One key change to the new SAT will be more integration of reading and writing, with a strong focus on requiring students when they write to analyze texts, according Carol Jago, a past president of the National Council of Teachers of English, who is the chairwoman of the College Board's English Academic Advisory Committee.
"This is more reflective of the kind of writing they will be asked to do in college," Jago said. It is also a "fairer" approach, she contends, because all students will be responding to a specific prompt.
Coleman said in his speech that the College Board must take responsibility for "unintended consequences" of how the SAT asks students to write on the current test. Since there is no shared source material, only the coherence of the writing is assessed, but not the quality of the reasoning or the accuracy of the examples.
"But that's not how we all work in the world of college and career, where every day we analyze source materials and understand the claims and supporting evidence. In the age of the blog, fact-checking still matters," he said.
In other portions of the newly named "evidence-based reading and writing section," students will be asked to support answers by citing material in a passage and source documents from a range of disciplines, from science to social studies. Students will also need to analyze data and connect it to real-world contexts, the College Board says.
The new exam will include passages drawn from seminal American documents, such as the Declaration of Independence, the Federalist Papers, and the writings of Abraham Lincoln and Martin Luther King Jr.
"For those who want to get a jump-start on the SAT, here's the deal: Immerse yourself in some of the most remarkable expressions of the human spirit," Coleman said. "Their length is negligible, the language clear, the purposes exquisite. You don't even have to buy them; they are everywhere."
The vocabulary section is also getting a big makeover. In its overview, the College Board acknowledged that the current SAT is "focused on words that are sometimes obscure and not widely used in college and career." The revamped vocabulary section will focus more on relevant language students might use in college or on the job. This change will also level the playing field, Jago added. "What it rewards is not test prep, but wide reading," she said.

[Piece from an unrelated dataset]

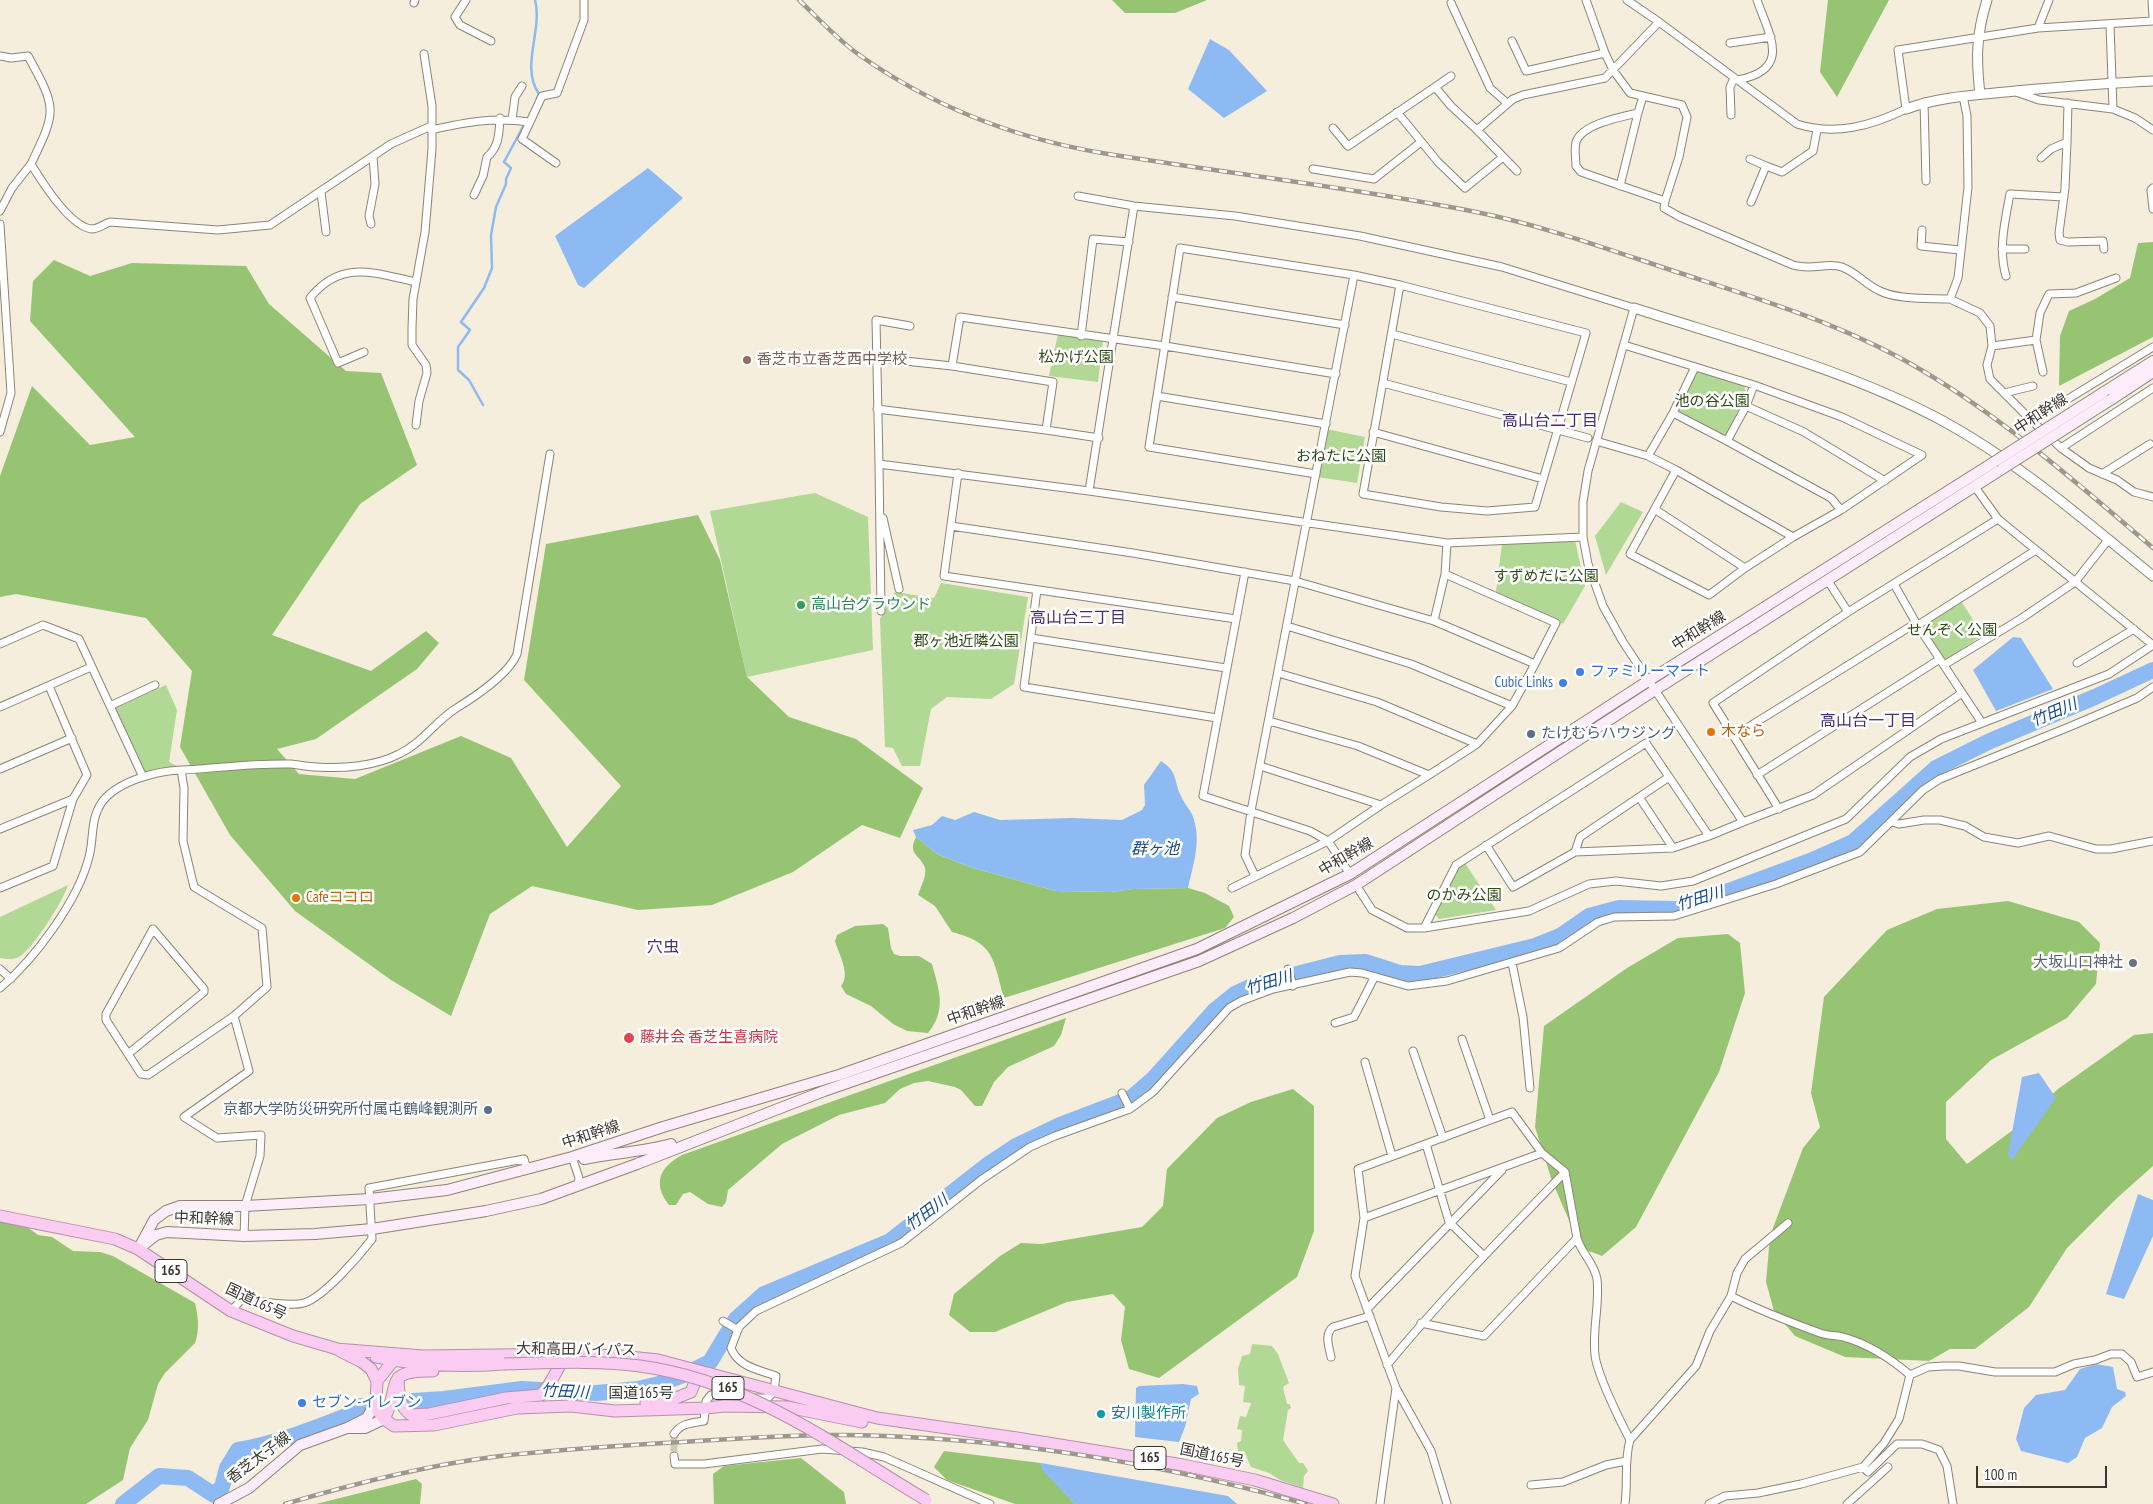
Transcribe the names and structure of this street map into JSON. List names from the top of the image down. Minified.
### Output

Jago said she is not concerned about the move to an optional essay because the essay has ended up often not being helpful in the college-application process. However, removing the essay requirement is likely to raise concerns among many educators, who may fear that it will be seen as downplaying the importance of developing strong writing and communications skills.
In math, the revised exam will focus in depth on three essential areas: problem-solving and data analysis (using ratios, percentages, and proportional reasoning to solve problems in science, social science, and career contexts), the heart of algebra (focusing on mastery of linear equations and systems), and what the College Board calls a "passport to advanced math." This last section will examine students' familiarity with more-complex equations and the manipulation they require, the College Board says.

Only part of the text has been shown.